Written by Charlotte Harrison, Science Writer

Ischemic stroke is notoriously difficult to treat, largely because of the narrow time window in which therapies are effective. Therefore, biomarkers are needed to improve patient diagnosis and care.  A study in BMC Medicine is one of the first to analyse transcriptional profiles in immune cells and whole blood from stroke patients at distinct time points. The study results are a key step towards developing diagnostic biomarkers as well as time-specific therapies.

Transcriptomic profiling

The researchers, from University of California at Davis, analysed the transcriptomic profiles of monocytes and neutrophils — which are known to mediate the immune response to stroke — as well as profiles of whole blood.
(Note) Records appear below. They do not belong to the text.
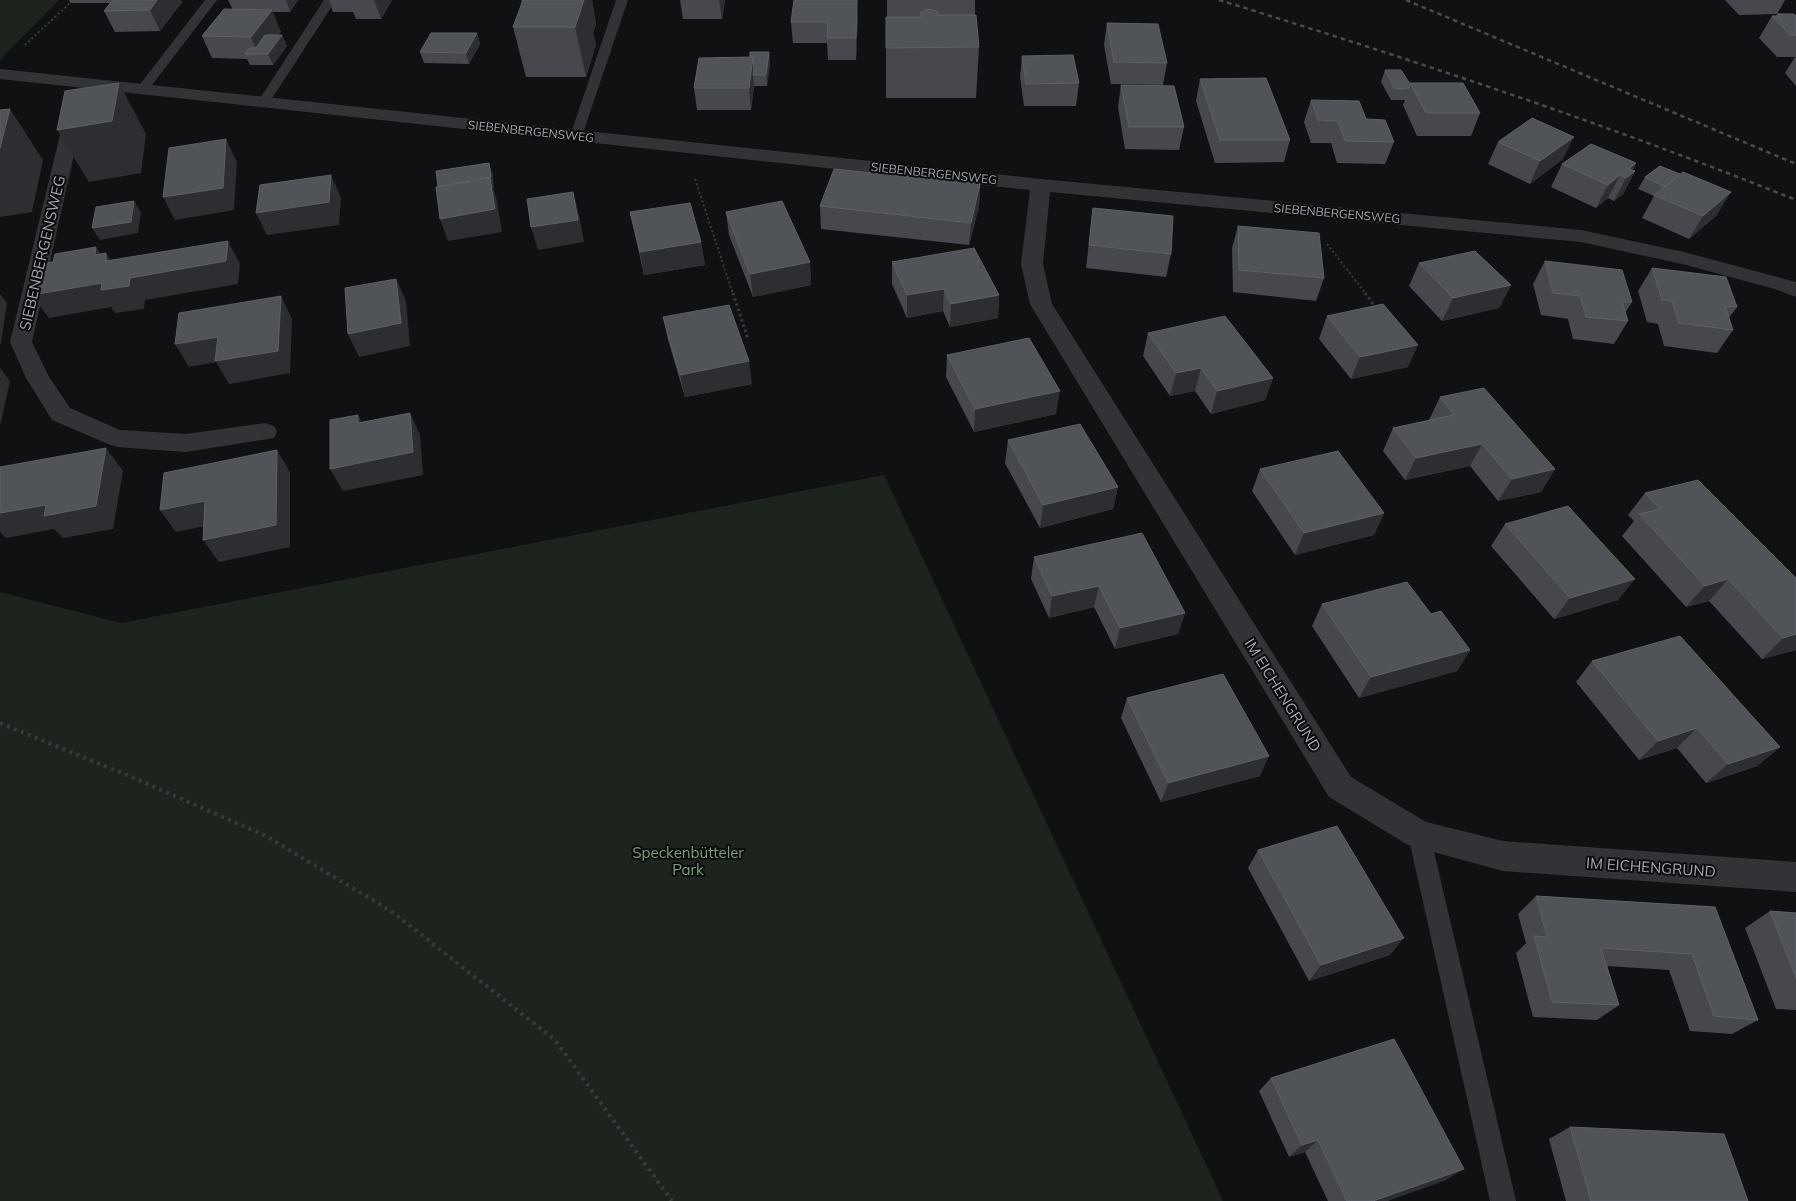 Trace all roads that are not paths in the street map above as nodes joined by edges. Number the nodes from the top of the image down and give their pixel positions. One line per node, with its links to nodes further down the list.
1 (211, 0): 6 (lane)
2 (330, 0): 7 (lane)
3 (622, 0): 8 (lane)
4 (0, 74): 5 (street, SIEBENBERGENSWEG)
5 (81, 84): 6 (street, SIEBENBERGENSWEG); 11 (street, SIEBENBERGENSWEG)
6 (142, 90): 7 (street, SIEBENBERGENSWEG)
7 (263, 103): 8 (street, SIEBENBERGENSWEG)
8 (576, 136): 9 (street, SIEBENBERGENSWEG)
9 (1041, 185): 10 (street, SIEBENBERGENSWEG); 12 (street, IM EICHENGRUND)
10 (1789, 287)
11 (265, 432)
12 (1419, 835): 13 (street, IM EICHENGRUND); 14 (lane)
13 (1796, 877)
14 (1503, 1201) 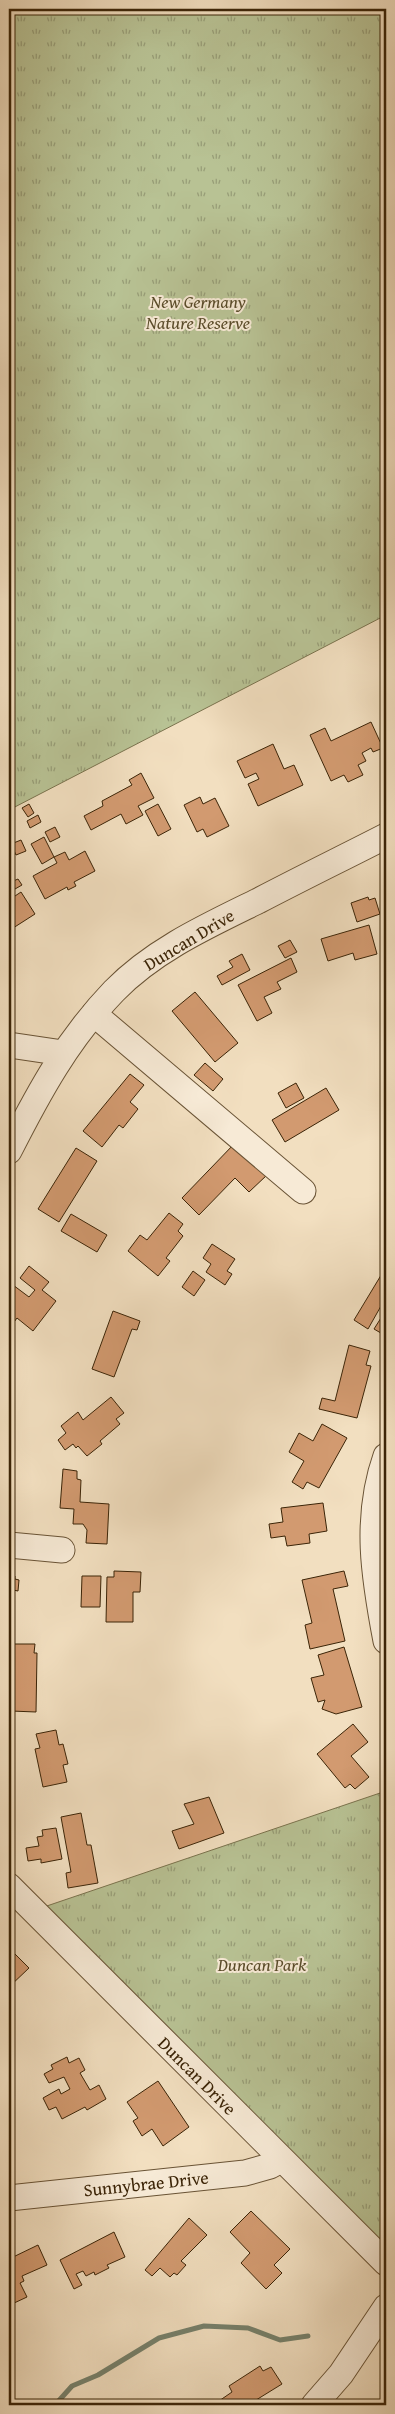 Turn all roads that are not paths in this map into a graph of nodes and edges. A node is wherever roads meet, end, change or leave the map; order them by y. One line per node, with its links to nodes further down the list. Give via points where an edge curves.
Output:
1 (386, 836): 2 (street, Duncan Drive, via 185,938 115,990)
2 (94, 1014): 4 (street, Duncan Drive); 6 (street)
3 (9, 1045): 4 (street)
4 (63, 1053): 5 (street, Duncan Drive, via 43,1084)
5 (9, 1152)
6 (303, 1191)
7 (386, 1456): 10 (street, via 376,1489 372,1536 377,1593)
8 (9, 1545): 9 (street)
9 (62, 1550)
10 (386, 1641)
11 (9, 1886): 12 (street, Duncan Drive)
12 (281, 2160): 13 (street, Sunnybrae Drive, via 245,2173); 14 (street, Duncan Drive)
13 (9, 2198)
14 (386, 2263)
15 (386, 2308): 16 (street, via 341,2374)
16 (314, 2405) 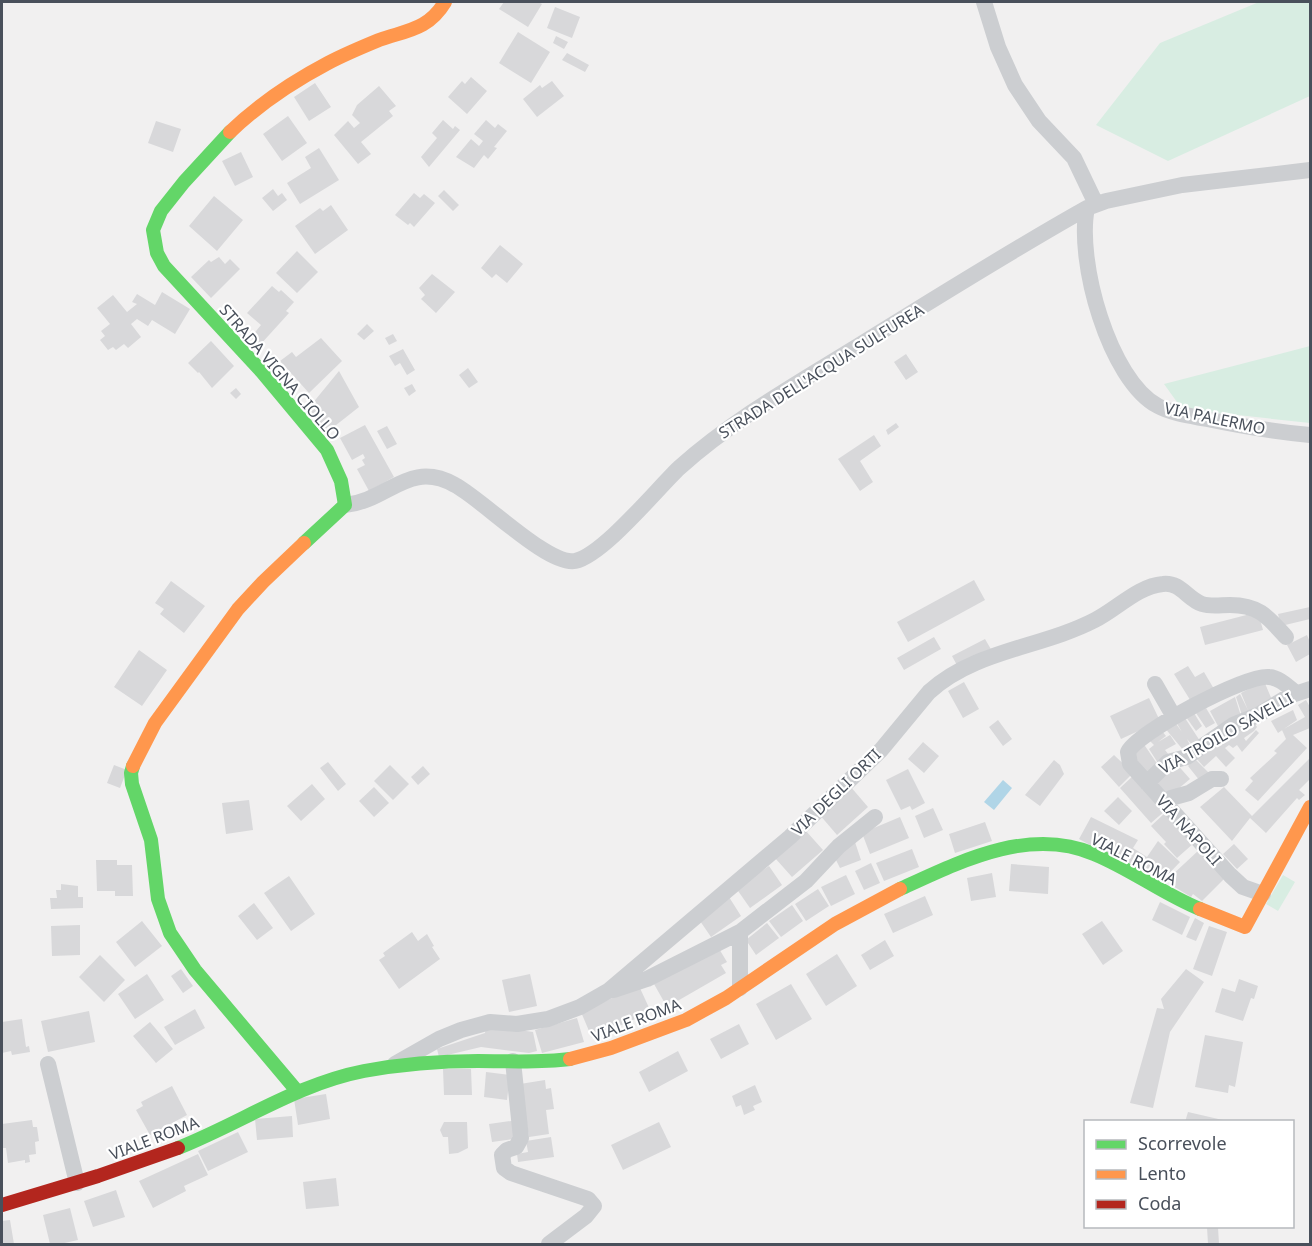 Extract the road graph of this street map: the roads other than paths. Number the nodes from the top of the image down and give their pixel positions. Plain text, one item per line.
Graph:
1 (445, 2) edge
2 (984, 2) edge
3 (1311, 170) edge
4 (1092, 206) junction
5 (1311, 435) edge
6 (345, 505) junction
7 (1286, 637) dead end
8 (1155, 684) dead end
9 (1303, 691) edge
10 (1174, 717) junction
11 (1221, 779) dead end
12 (1147, 783) junction
13 (1171, 798) dead end
14 (1311, 807) edge
15 (875, 817) dead end
16 (1263, 894) junction
17 (740, 932) junction
18 (740, 988) junction
19 (602, 994) junction
20 (513, 1061) junction
21 (48, 1064) dead end
22 (389, 1067) junction
23 (297, 1091) junction
24 (77, 1183) junction
25 (2, 1205) edge
26 (549, 1245) edge

1 - 6 street, STRADA VIGNA CIOLLO
2 - 4 street
3 - 4 street, STRADA DELL'ACQUA SULFUREA
4 - 5 street, VIA PALERMO
4 - 6 street, STRADA DELL'ACQUA SULFUREA
6 - 23 street
7 - 19 street, VIA DEGLI ORTI
8 - 10 street
9 - 10 street
9 - 12 street, VIA TROILO SAVELLI
10 - 12 street, VIA NAPOLI
11 - 13 street
12 - 16 street, VIA NAPOLI
14 - 16 street
15 - 17 street
16 - 18 street, VIALE ROMA
17 - 18 street
17 - 19 street
18 - 20 street, VIALE ROMA
19 - 22 street, VIA DEGLI ORTI
20 - 22 street, VIALE ROMA
20 - 26 street
21 - 24 street
22 - 23 street, VIALE ROMA
23 - 24 street, VIALE ROMA
24 - 25 street, VIALE ROMA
Of note, the analysis was performed in patient samples from 0–24 h, 24–48 h, and >48 h after stroke, and the stroke aetiology was known.

Several analytical methods including differential gene expression, self-organizing maps and weighted gene co-expression network analysis enabled the authors to identify changes in gene expression after stroke.

Distinct patterns

Their results showed that monocytes, neutrophils and whole blood had distinct patterns of temporal gene expression and gene pathway changes. In particular, specific cytokines were enriched at different time points and for different stroke causes.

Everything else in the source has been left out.